We thought that coming up with a list of women who inspire us would be pretty easy. We figured that at the very least, we could name ten or so women off the top of our head who we look up to, but we quickly encountered an interesting problem — the universe of extremely cool, accomplished, smart women is just way too big to do proper justice to.
This list is by no means comprehensive, but it’s our way of showing a little love to just a few of the countless numbers of women who have helped steer our paths personally and professionally. Here’s to all the girls out there doing their own thing — we see you and we’re rooting for you.
Whitney Wolf Herd
Women around the world let out a collective sigh of relief when they heard that a dating app created by a fellow woman was coming out. Enter Whitney Wolf Herd, the founder and CEO of Bumble, and, as of this February, the youngest woman to ever take a company public. Whitney initially started as a marketing executive at Tinder but left to create Bumble after becoming increasingly fed up with dating apps that didn’t address the needs of women. Her idea, a dating app that put power back into the hands of women by allowing them to make the first move, took off instantly, and now operates in over 150 countries around the world. Thanks for saving us from the creepiness of online dating, Whitney.
Just a heads up, what you’re about to read will make you feel like an underachiever. At only 23, tennis player Naomi Osaka has accomplished, well, a lot. She’s been ranked number 1 in the world, she’s won four Grand Slams (including two back to back), she’s gained significant recognition as an activist, and she’s developed a 125 mile per hour serve that would definitely take you out. We should also mention that she has great style on the court and seems like the nicest person ever. In short, we’re big fans and we can’t wait to see what’s next for her.
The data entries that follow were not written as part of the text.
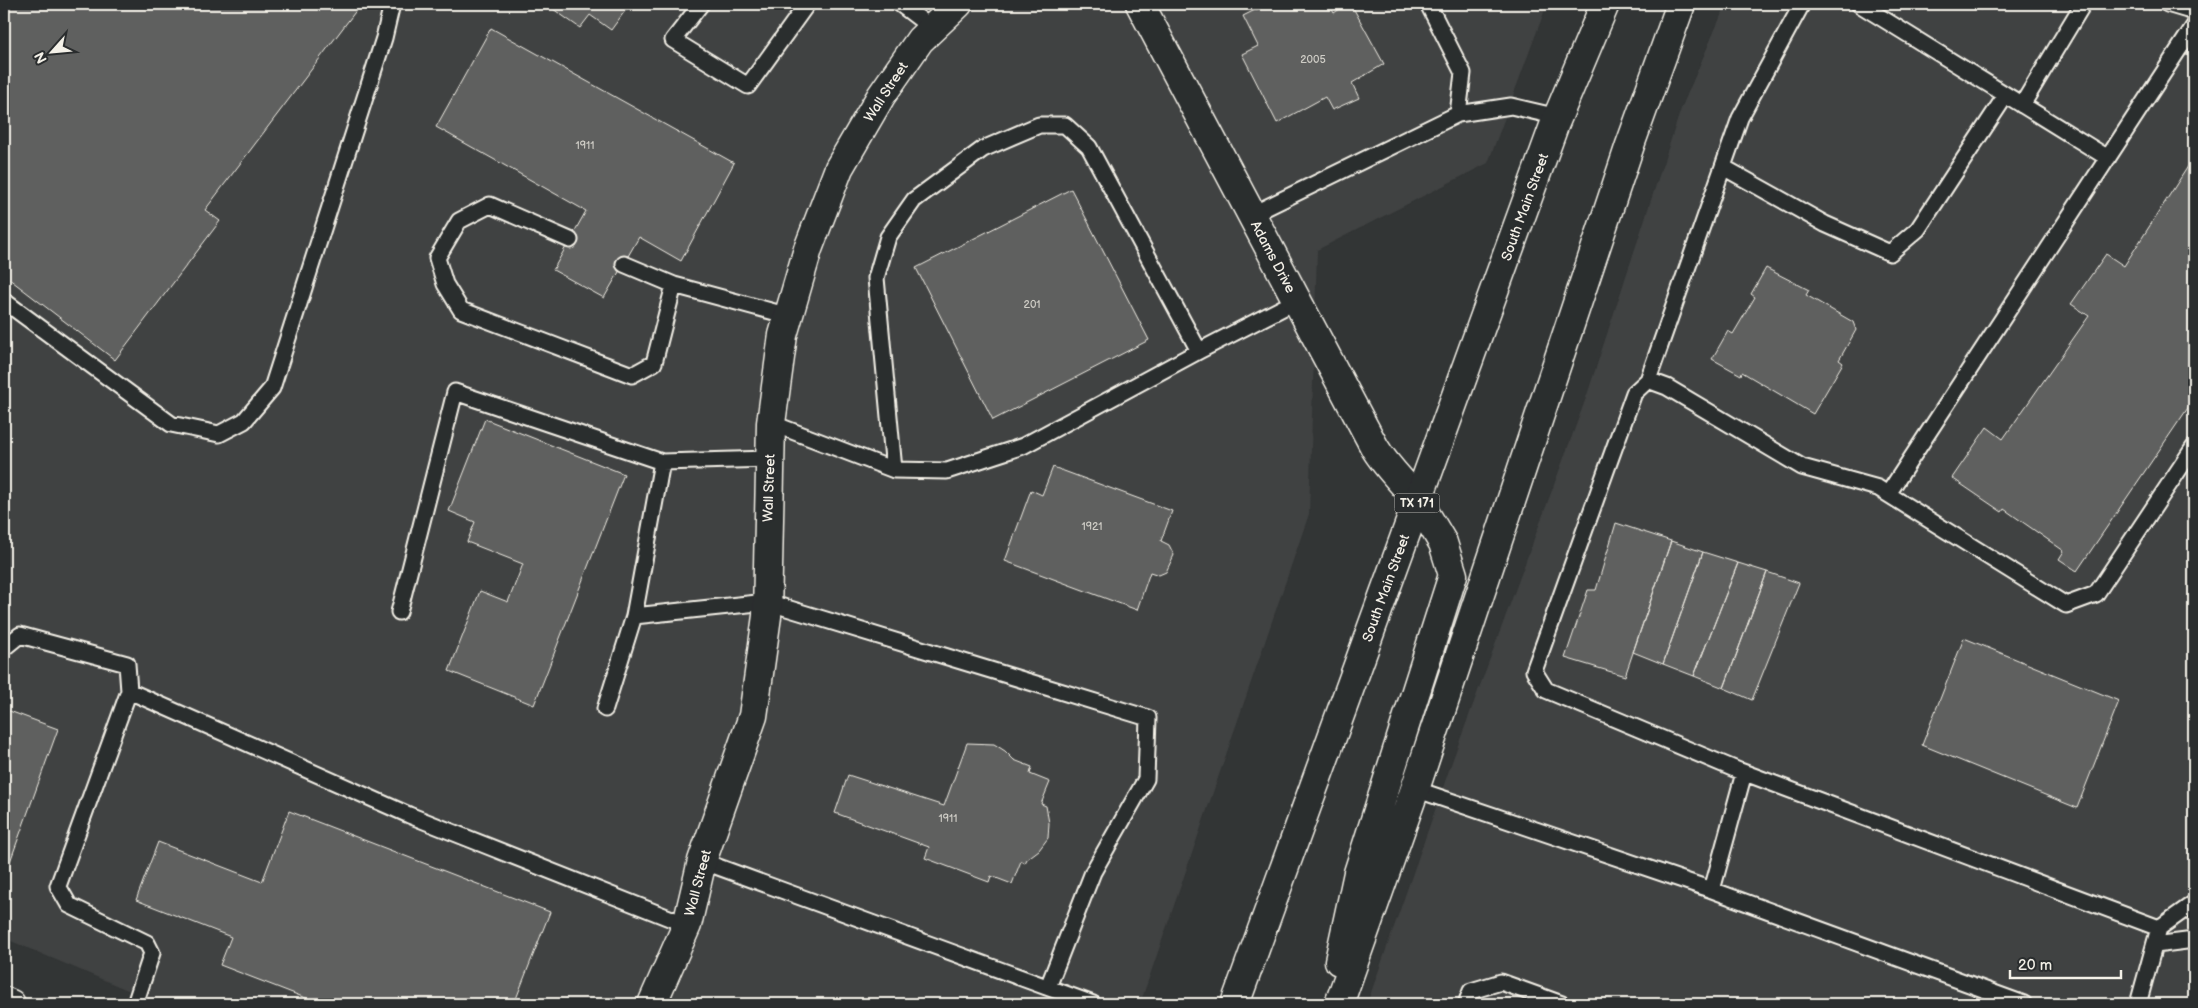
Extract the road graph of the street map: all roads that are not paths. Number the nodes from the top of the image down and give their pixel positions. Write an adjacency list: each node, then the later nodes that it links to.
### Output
1 (392, 4): 27 (lane)
2 (701, 4): 3 (lane)
3 (807, 4)
4 (900, 4): 16 (lane)
5 (958, 4): 16 (main road, Wall Street)
6 (1140, 4): 23 (main road, Adams Drive)
7 (1428, 4): 19 (lane)
8 (1605, 4): 20 (main road, South Main Street / TX 171)
9 (1681, 4): 46 (main road)
10 (1802, 4): 22 (lane)
11 (1859, 4): 17 (lane)
12 (2083, 4): 18 (lane)
13 (2167, 4): 14 (lane)
14 (2194, 12)
15 (2194, 26): 21 (lane)
16 (933, 29): 29 (main road, Wall Street)
17 (2006, 95): 18 (lane); 22 (lane)
18 (2022, 105): 21 (lane)
19 (1458, 114): 20 (lane); 23 (lane)
20 (1558, 117): 38 (main road, South Main Street / TX 171)
21 (2108, 158): 37 (lane)
22 (1723, 167): 31 (lane)
23 (1251, 216): 28 (main road, Adams Drive)
24 (570, 240): 26 (lane)
25 (624, 264): 26 (lane)
26 (674, 285): 29 (lane)
27 (4, 301)
28 (1296, 301): 30 (lane); 38 (main road, Adams Drive)
29 (789, 316): 32 (main road, Wall Street)
30 (1199, 351): 36 (lane); 36 (lane)
31 (1648, 380): 37 (lane); 45 (lane)
32 (771, 423): 34 (main road, Wall Street); 36 (lane)
33 (2194, 447): 37 (lane)
34 (770, 459): 35 (lane); 39 (main road, Wall Street)
35 (662, 462): 40 (lane); 41 (lane)
36 (894, 470)
37 (1888, 494)
38 (1418, 501): 60 (main road, South Main Street / TX 171); 61 (main road, Adams Drive)
39 (767, 602): 41 (lane); 47 (main road, Wall Street); 54 (lane)
40 (399, 612)
41 (634, 616): 44 (lane)
42 (4, 648): 43 (lane)
43 (129, 691): 50 (lane); 57 (lane)
44 (605, 709)
45 (1740, 771): 48 (lane); 51 (lane)
46 (1415, 789): 48 (lane); 62 (main road)
47 (702, 861): 50 (main road, Wall Street); 54 (lane)
48 (1712, 890): 65 (lane)
49 (2194, 903): 51 (lane)
50 (687, 925): 58 (main road, Wall Street)
51 (2160, 928): 53 (lane)
52 (2194, 940): 53 (lane)
53 (2155, 945): 66 (lane)
54 (1048, 987): 59 (lane)
55 (4, 1001): 56 (main road)
56 (11, 1004)
57 (135, 1004)
58 (652, 1004)
59 (1093, 1004)
60 (1235, 1004)
61 (1329, 1004)
62 (1339, 1004)
63 (1466, 1004): 64 (lane)
64 (1562, 1004)
65 (2024, 1004)
66 (2138, 1004)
A former Wall Street banker, Sallie Krawcheck saw that the financial industry was fundamentally out of touch with what women wanted and how they lived. She recognized a new generation of women who didn’t want to defer to men about financial decisions; instead, they wanted to make their own money and, more importantly, be in total control of it. And so she founded Ellevest, a full-service financial firm tailored to women who wanted to gain financial literacy, achieve their goals, and invest with the future in mind. And while that may sound like a thing for fancy rich people only, Sallie designed Ellevest to be accessible to people of all income levels — the most expensive membership is just 9 bucks a month. Financial advice from someone who’s not an old guy in a suit? We like it.
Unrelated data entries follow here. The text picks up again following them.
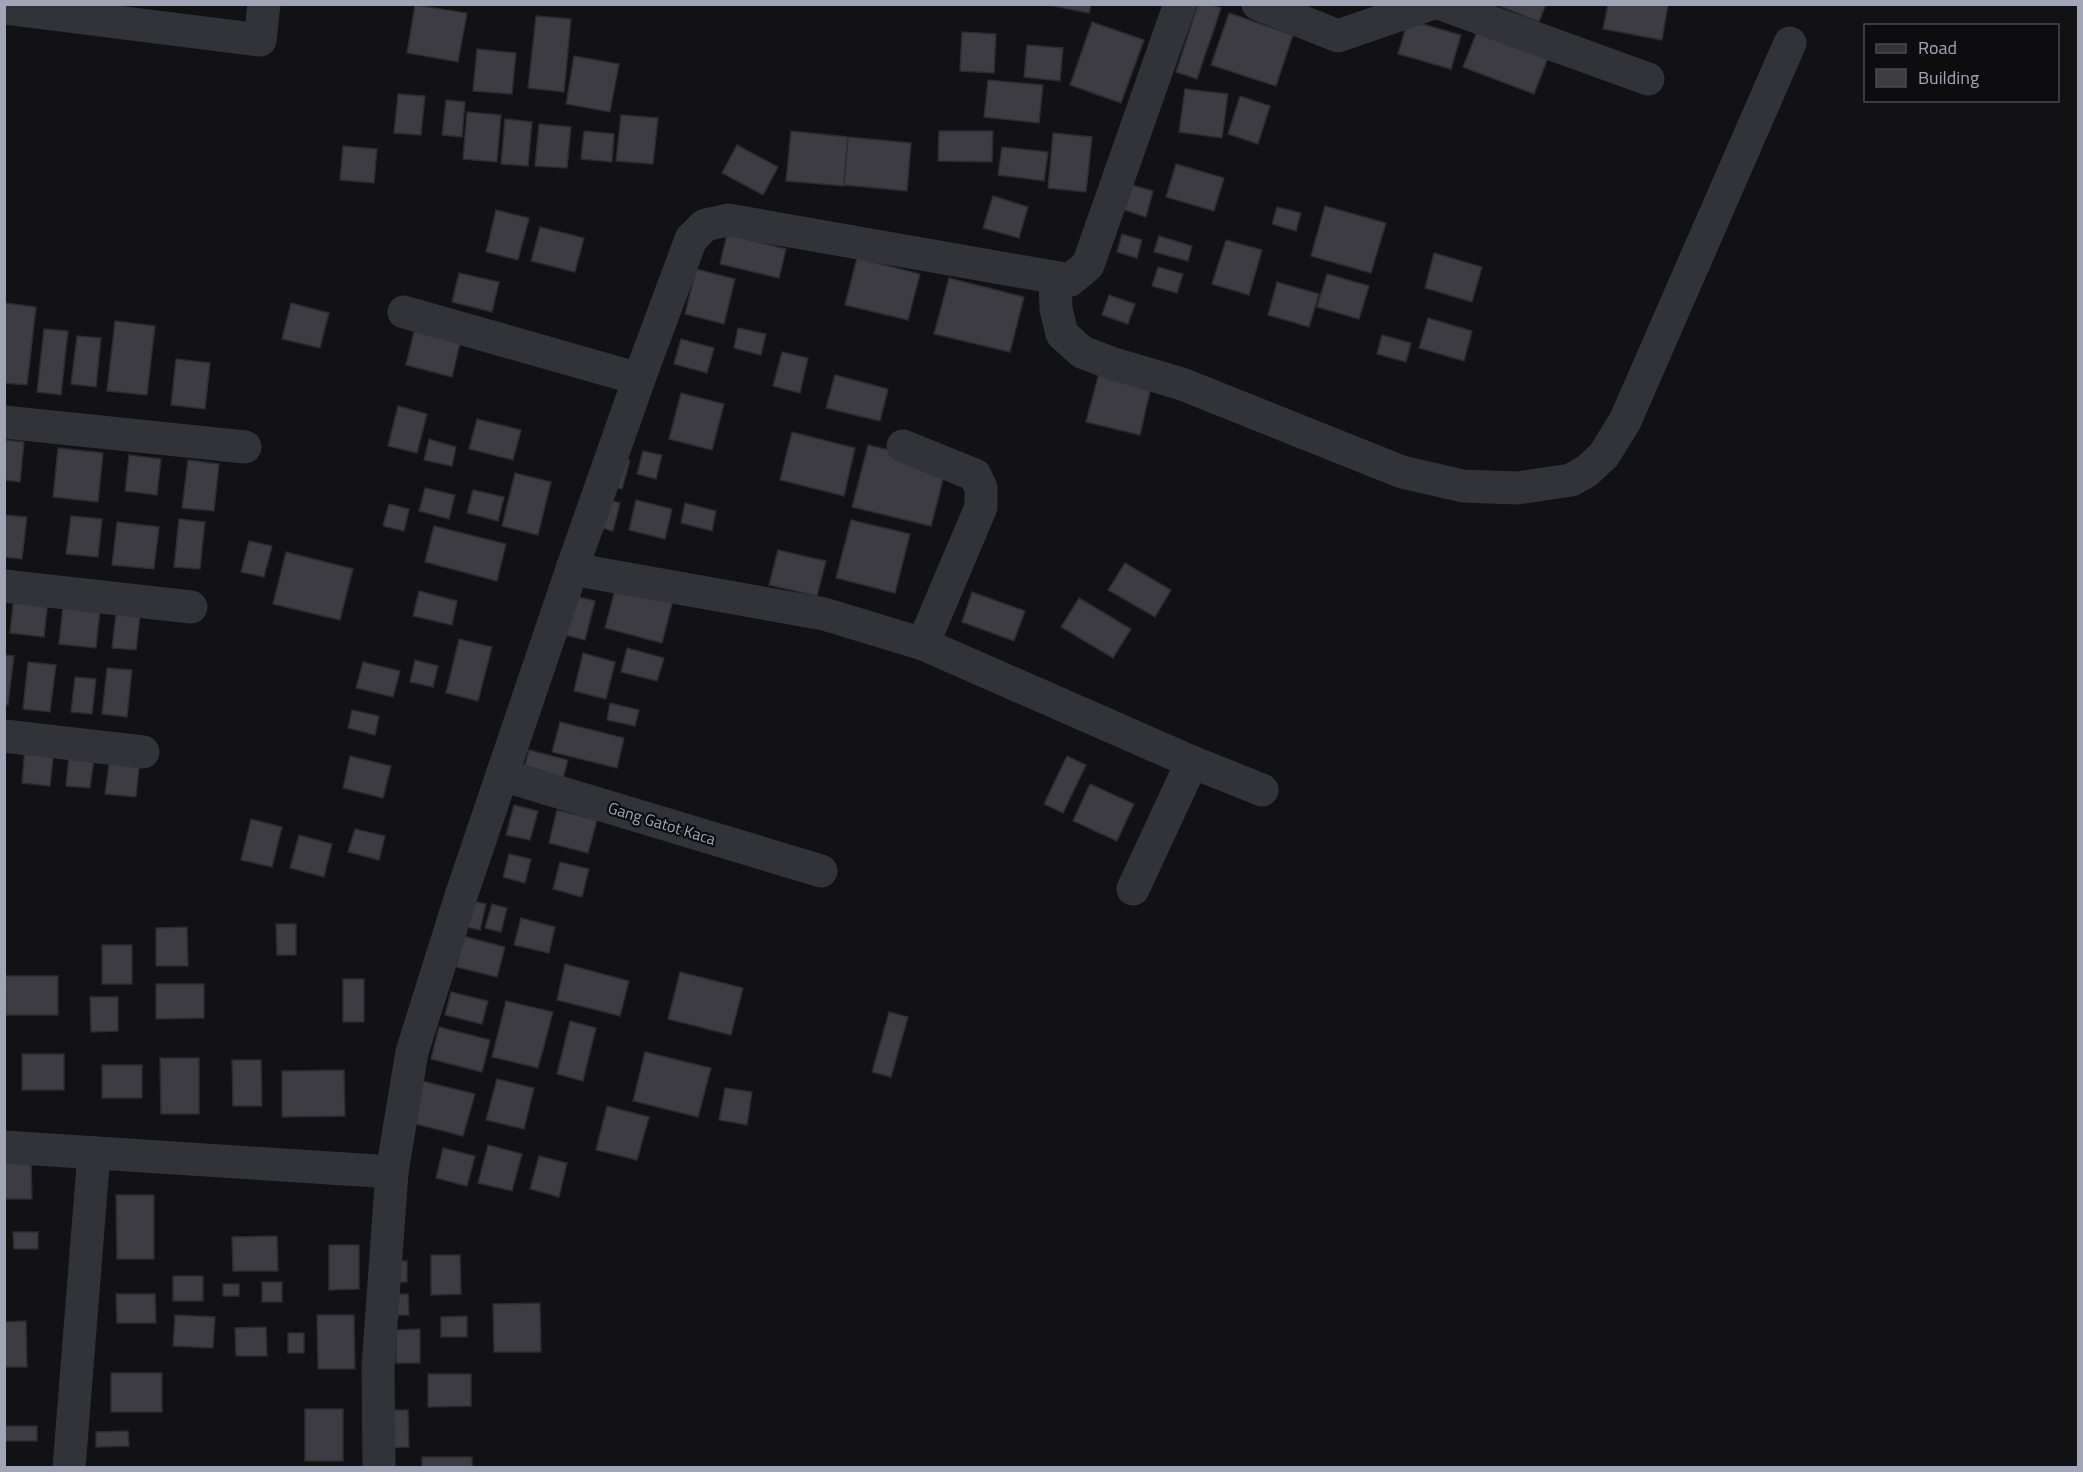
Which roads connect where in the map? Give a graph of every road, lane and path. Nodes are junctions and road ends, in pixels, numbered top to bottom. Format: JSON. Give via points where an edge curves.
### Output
{"nodes":[{"id":1,"x":264,"y":4,"type":"edge"},
{"id":2,"x":1180,"y":4,"type":"edge"},
{"id":3,"x":1258,"y":4,"type":"edge"},
{"id":4,"x":1431,"y":4,"type":"edge"},
{"id":5,"x":1441,"y":4,"type":"edge"},
{"id":6,"x":4,"y":8,"type":"edge"},
{"id":7,"x":1790,"y":43,"type":"dead end"},
{"id":8,"x":1648,"y":79,"type":"dead end"},
{"id":9,"x":1055,"y":278,"type":"junction"},
{"id":10,"x":404,"y":312,"type":"dead end"},
{"id":11,"x":639,"y":379,"type":"junction"},
{"id":12,"x":4,"y":422,"type":"edge"},
{"id":13,"x":903,"y":446,"type":"dead end"},
{"id":14,"x":245,"y":447,"type":"dead end"},
{"id":15,"x":572,"y":569,"type":"junction"},
{"id":16,"x":4,"y":586,"type":"edge"},
{"id":17,"x":191,"y":607,"type":"dead end"},
{"id":18,"x":923,"y":644,"type":"junction"},
{"id":19,"x":4,"y":736,"type":"edge"},
{"id":20,"x":143,"y":752,"type":"dead end"},
{"id":21,"x":1192,"y":762,"type":"junction"},
{"id":22,"x":502,"y":775,"type":"junction"},
{"id":23,"x":1262,"y":790,"type":"dead end"},
{"id":24,"x":821,"y":872,"type":"dead end"},
{"id":25,"x":1133,"y":889,"type":"dead end"},
{"id":26,"x":4,"y":1147,"type":"edge"},
{"id":27,"x":94,"y":1153,"type":"junction"},
{"id":28,"x":392,"y":1172,"type":"junction"},
{"id":29,"x":69,"y":1467,"type":"edge"},
{"id":30,"x":379,"y":1467,"type":"edge"}],
"edges":[{"from":1,"to":6,"type":"street","via":[[260,40]]},
{"from":2,"to":9,"type":"street","via":[[1088,265],[1070,280]]},
{"from":3,"to":4,"type":"street","via":[[1338,36]]},
{"from":5,"to":8,"type":"street"},
{"from":7,"to":9,"type":"street","via":[[1625,421],[1604,454],[1571,480],[1517,488],[1463,486],[1402,472],[1182,384],[1082,352],[1062,334]]},
{"from":9,"to":11,"type":"street","via":[[728,220],[705,225],[691,239]]},
{"from":10,"to":11,"type":"street"},
{"from":11,"to":15,"type":"street"},
{"from":12,"to":14,"type":"street"},
{"from":13,"to":18,"type":"street","via":[[975,475],[981,488],[981,507]]},
{"from":15,"to":18,"type":"street","via":[[824,614]]},
{"from":15,"to":22,"type":"street"},
{"from":16,"to":17,"type":"street"},
{"from":18,"to":21,"type":"street"},
{"from":19,"to":20,"type":"street"},
{"from":21,"to":23,"type":"street"},
{"from":21,"to":25,"type":"street"},
{"from":22,"to":24,"type":"street","name":"Gang Gatot Kaca"},
{"from":22,"to":28,"type":"street","via":[[412,1052]]},
{"from":26,"to":27,"type":"street"},
{"from":27,"to":28,"type":"street"},
{"from":27,"to":29,"type":"street"},
{"from":28,"to":30,"type":"street","via":[[378,1367]]}]}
Nothing is more inspiring than when a woman says screw it and decides to take a huge risk, especially when there is no guarantee of success. Divya Nag did just this when she dropped out of Stanford at 20 to start her own biomedical company, pioneering a method of stem cell research that made it easier to tailor people’s medications to their genetic needs and dispositions. After founding a few other medical technology startups, she eventually made her way to Apple, where she’s currently the Director of Health. Divya’s work has always been about putting people in control of their health and bodies, and that’s something that we’ve been about since day one.